Today's Journey
Sep.07,2012
http://getmorestrength.org
"I said to the LORD, "You are my Lord; apart from you I have no good thing." Psalm 16:2
Several
years ago, as I passed the fifty mark on the calendar of my life, I
discovered a new and distinct desire to go deeper and pursue God more
intentionally than ever before. I had dreamed a lot of dreams and seen
many of them materialize. God, for reasons best known to Him, had been
abundantly good to me. But after all those years of fast-paced busyness
for Him and of conquering frontiers that loomed large in front of me, I
found that beyond and under it all I still had a yearning in the core of
my being that kept drawing my attention back to God.
I had given
God my best years and maximized my energies for Him, but busyness had
not drawn me closer to Him. I discovered that, in some ways, busyness
creates a false and treacherous sense of spirituality that leads to the
assumption that spirituality is a performance and that intimacy with God
is a business arrangement. It creates a flat and dull sort of
Christianity that can begin to turn our hearts cold and even sour if
we’re not careful.
I am awakening to the reality that we do
ourselves no favors when we act and live as though Christianity were a
stage on which we perform as if there were no deep need for an intimate
relationship with the One who is the focus of our activity.
I have
begun to sense as well that in the abundance of God’s goodness to me, I
am prone to lose touch with the reality of how much I need Him. I know I
need Him—my problem is that I find it easy to lose touch with the
reality and ramifications of that knowledge. Early on in my life and
ministry, my sense of need was apparent. I earned less than needed to
meet my family’s expenses. Without God’s gracious, over-and-above
financial provision, my family would not have made it. We needed Him. My
insecurities as a minister and public figure also kept me very much
aware of how much I needed Him. Each new church I shepherded challenged
my sense of self-sufficiency.
When we forget that we need Him, our
Christianity becomes little more than a task maintained by
responsibilities and requirements. God really doesn’t need to do much
for us. We are pretty well set. While we count on Him for the big
things—redemption, bailing us out if life goes in the ditch—we miss the
pleasure and wonder of needing Him and being in touch with His presence
and power that alone can satisfy, sustain, and secure us as an ongoing
experience of life.
While my life has not been without God in some
ways, it has been a life that has yet to cultivate the kind of adoring
dependency that is required to experience Him most fully and to be most
powerfully used of Him.
It’s not that I haven’t felt His touch. I
have—in some very special ways. In fact, those periodic brushes with His
wonderful reality are part of what drives me to live in the constancy
of His touch. And it’s not that I haven’t loved Him. I do. It’s that I
stand ready and wanting to know Him in a more personal and intimate way.
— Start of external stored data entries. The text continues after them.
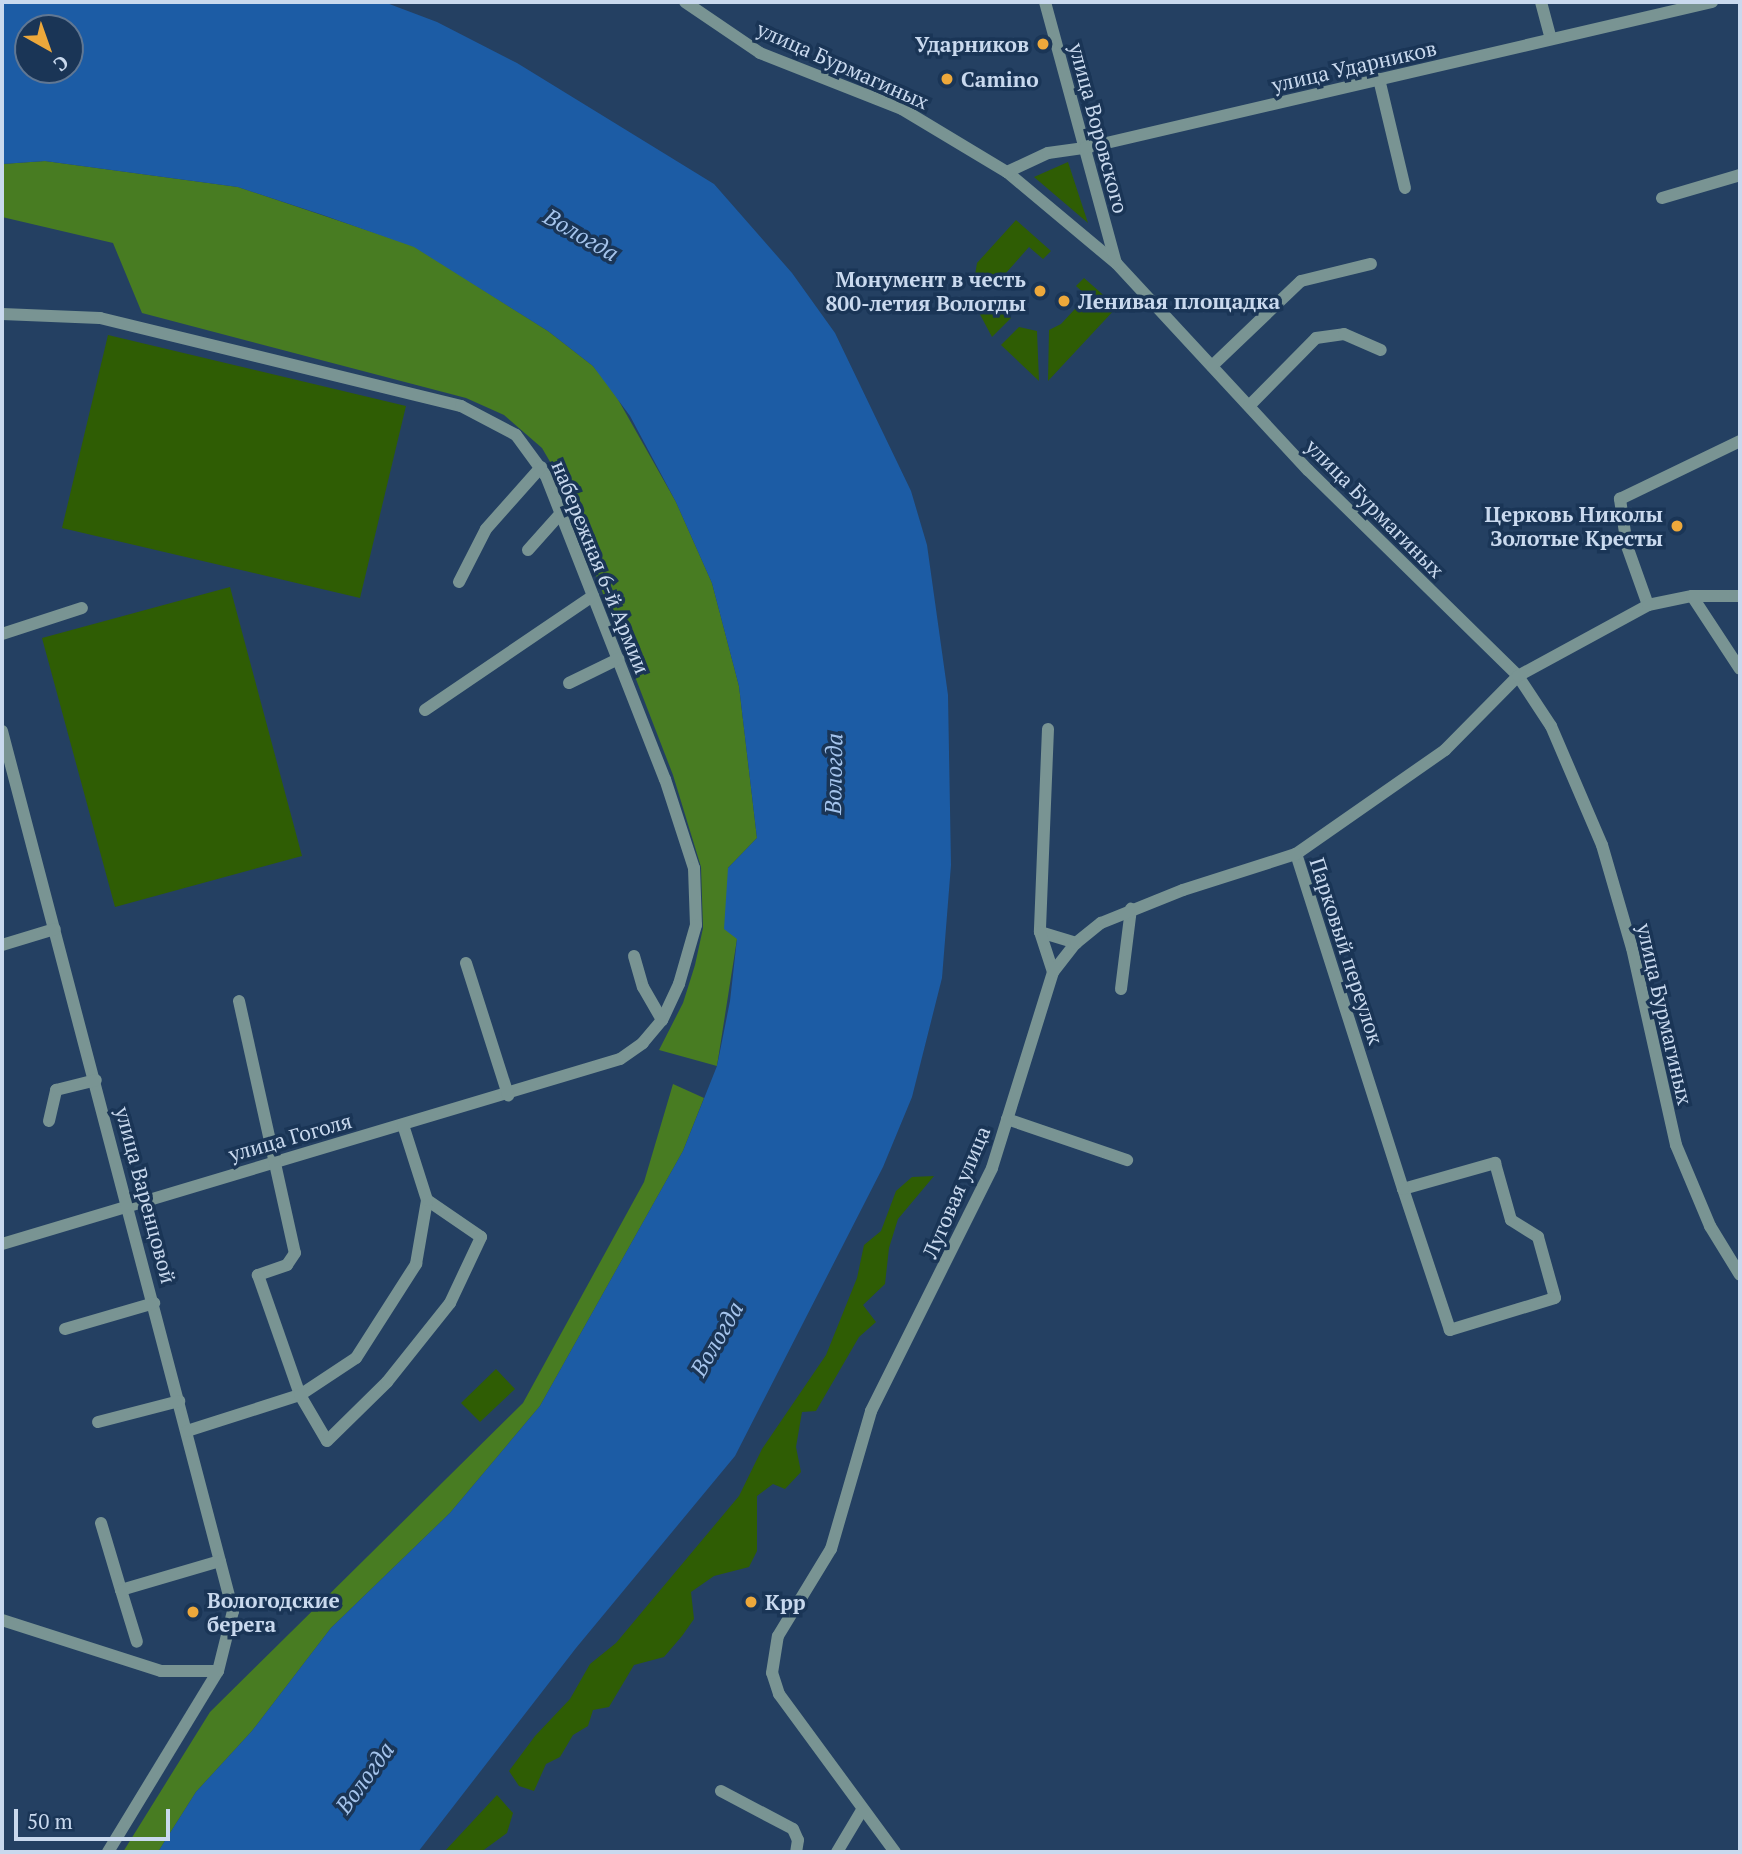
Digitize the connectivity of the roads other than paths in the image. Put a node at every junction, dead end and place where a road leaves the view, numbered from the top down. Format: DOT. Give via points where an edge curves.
graph roads {
  1 [pos="685,2"];
  2 [pos="1045,2"];
  3 [pos="1541,2"];
  4 [pos="1712,2"];
  5 [pos="1551,39"];
  6 [pos="1379,79"];
  7 [pos="1085,148"];
  8 [pos="1007,172"];
  9 [pos="1740,175"];
  10 [pos="1405,188"];
  11 [pos="1662,198"];
  12 [pos="1116,264"];
  13 [pos="1371,264"];
  14 [pos="2,314"];
  15 [pos="1381,350"];
  16 [pos="1212,366"];
  17 [pos="1249,407"];
  18 [pos="1740,442"];
  19 [pos="541,467"];
  20 [pos="561,513"];
  21 [pos="528,550"];
  22 [pos="459,582"];
  23 [pos="593,596"];
  24 [pos="1692,596"];
  25 [pos="1740,596"];
  26 [pos="1648,605"];
  27 [pos="82,608"];
  28 [pos="2,634"];
  29 [pos="618,659"];
  30 [pos="1740,669"];
  31 [pos="1518,677"];
  32 [pos="569,683"];
  33 [pos="425,710"];
  34 [pos="1048,729"];
  35 [pos="2,731"];
  36 [pos="1296,854"];
  37 [pos="1131,909"];
  38 [pos="55,929"];
  39 [pos="1040,932"];
  40 [pos="1076,943"];
  41 [pos="2,945"];
  42 [pos="634,956"];
  43 [pos="466,963"];
  44 [pos="1053,972"];
  45 [pos="1121,989"];
  46 [pos="239,1001"];
  47 [pos="662,1020"];
  48 [pos="590,1072"];
  49 [pos="96,1080"];
  50 [pos="508,1095"];
  51 [pos="1007,1119"];
  52 [pos="49,1121"];
  53 [pos="404,1125"];
  54 [pos="1127,1160"];
  55 [pos="274,1162"];
  56 [pos="1403,1189"];
  57 [pos="427,1200"];
  58 [pos="129,1202"];
  59 [pos="2,1244"];
  60 [pos="1740,1275"];
  61 [pos="155,1303"];
  62 [pos="65,1329"];
  63 [pos="300,1395"];
  64 [pos="179,1401"];
  65 [pos="98,1422"];
  66 [pos="187,1431"];
  67 [pos="101,1523"];
  68 [pos="220,1561"];
  69 [pos="121,1590"];
  70 [pos="2,1620"];
  71 [pos="137,1642"];
  72 [pos="218,1671"];
  73 [pos="721,1791"];
  74 [pos="862,1810"];
  75 [pos="108,1852"];
  76 [pos="796,1852"];
  77 [pos="837,1852"];
  78 [pos="895,1852"];
  1 -- 8 [label="street, улица Бурмагиных" via="760,53 902,108"];
  2 -- 7 [label="street, улица Воровского"];
  3 -- 5 [label="street"];
  4 -- 5 [label="street, улица Ударников"];
  5 -- 6 [label="street, улица Ударников"];
  6 -- 7 [label="street, улица Ударников"];
  6 -- 10 [label="street"];
  7 -- 8 [label="street, улица Ударников" via="1048,153"];
  7 -- 12 [label="street, улица Воровского"];
  8 -- 12 [label="street, улица Бурмагиных"];
  9 -- 11 [label="street"];
  12 -- 16 [label="street, улица Бурмагиных"];
  13 -- 16 [label="street" via="1301,281"];
  14 -- 19 [label="street, набережная 6-й Армии" via="100,318 461,406 516,435"];
  15 -- 17 [label="street" via="1344,334 1316,338"];
  16 -- 17 [label="street, улица Бурмагиных"];
  17 -- 31 [label="street, улица Бурмагиных"];
  18 -- 26 [label="street" via="1620,499 1627,546"];
  19 -- 20 [label="street, набережная 6-й Армии"];
  19 -- 22 [label="street" via="486,529"];
  20 -- 21 [label="street"];
  20 -- 23 [label="street, набережная 6-й Армии"];
  23 -- 29 [label="street, набережная 6-й Армии"];
  23 -- 33 [label="street"];
  24 -- 25 [label="street, Парковый переулок"];
  24 -- 26 [label="street, Парковый переулок"];
  24 -- 30 [label="street"];
  26 -- 31 [label="street, Парковый переулок"];
  27 -- 28 [label="street"];
  29 -- 32 [label="street"];
  29 -- 47 [label="street, набережная 6-й Армии" via="694,868 696,925 679,984"];
  31 -- 36 [label="street, Парковый переулок" via="1445,750"];
  31 -- 60 [label="street, улица Бурмагиных" via="1551,726 1602,845 1632,948 1676,1145 1710,1226"];
  34 -- 39 [label="street"];
  35 -- 38 [label="street, улица Варенцовой"];
  36 -- 37 [label="street, Луговая улица"];
  36 -- 56 [label="street, Парковый переулок"];
  37 -- 40 [label="street, Луговая улица"];
  37 -- 45 [label="street"];
  38 -- 41 [label="street"];
  38 -- 49 [label="street, улица Варенцовой"];
  39 -- 40 [label="street"];
  39 -- 44 [label="street"];
  40 -- 44 [label="street, Луговая улица"];
  42 -- 47 [label="street" via="643,987"];
  43 -- 50 [label="street"];
  44 -- 51 [label="street, Луговая улица"];
  46 -- 55 [label="street"];
  47 -- 48 [label="street, набережная 6-й Армии" via="643,1043"];
  48 -- 50 [label="street, улица Гоголя"];
  49 -- 52 [label="street" via="56,1090"];
  49 -- 58 [label="street, улица Варенцовой"];
  50 -- 53 [label="street, улица Гоголя"];
  51 -- 54 [label="street"];
  51 -- 74 [label="street, Луговая улица" via="964,1230 871,1411 831,1549 778,1636 772,1673 791,1714"];
  53 -- 55 [label="street, улица Гоголя"];
  53 -- 57 [label="street"];
  55 -- 58 [label="street, улица Гоголя"];
  55 -- 63 [label="street" via="295,1253 287,1265 258,1275"];
  56 -- 56 [label="street, Парковый переулок" via="1450,1330 1555,1298 1538,1237 1511,1220 1495,1163"];
  57 -- 63 [label="street" via="416,1264 356,1358"];
  57 -- 63 [label="street" via="481,1237 450,1303 387,1382 327,1441"];
  58 -- 59 [label="street, улица Гоголя"];
  58 -- 61 [label="street, улица Варенцовой"];
  61 -- 62 [label="street"];
  61 -- 64 [label="street, улица Варенцовой"];
  63 -- 66 [label="street"];
  64 -- 65 [label="street"];
  64 -- 66 [label="street, улица Варенцовой"];
  66 -- 68 [label="street, улица Варенцовой"];
  67 -- 69 [label="street"];
  68 -- 69 [label="street"];
  68 -- 72 [label="street, улица Варенцовой" via="233,1611"];
  69 -- 71 [label="street"];
  70 -- 72 [label="street" via="161,1671"];
  72 -- 75 [label="street"];
  73 -- 76 [label="street" via="793,1829 798,1840"];
  74 -- 77 [label="street"];
  74 -- 78 [label="street"];
}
I am hearing the longing of my soul for more of Him.
I want to go deeper with God. Want to come along?
YOUR JOURNEY…
- Does your heart resonate with a longing for a deeper relationship with God?
- Make a list of the things and/or people you lean on to fulfill and sustain you. Where does God rank on the list? How might the others on the list be preventing you from complete dependence on Him?
- Do you sometimes feel as though “spirituality is a performance and that intimacy with God is a business arrangement”? If so, what led you to that conclusion?
- What can you do today to begin cultivating a deeper dependence on God?
- Psalm 16:2 says, “You are my Lord; apart from you I have no good thing.” Recite these words aloud to the Lord throughout the day as a reminder of your dependence on Him.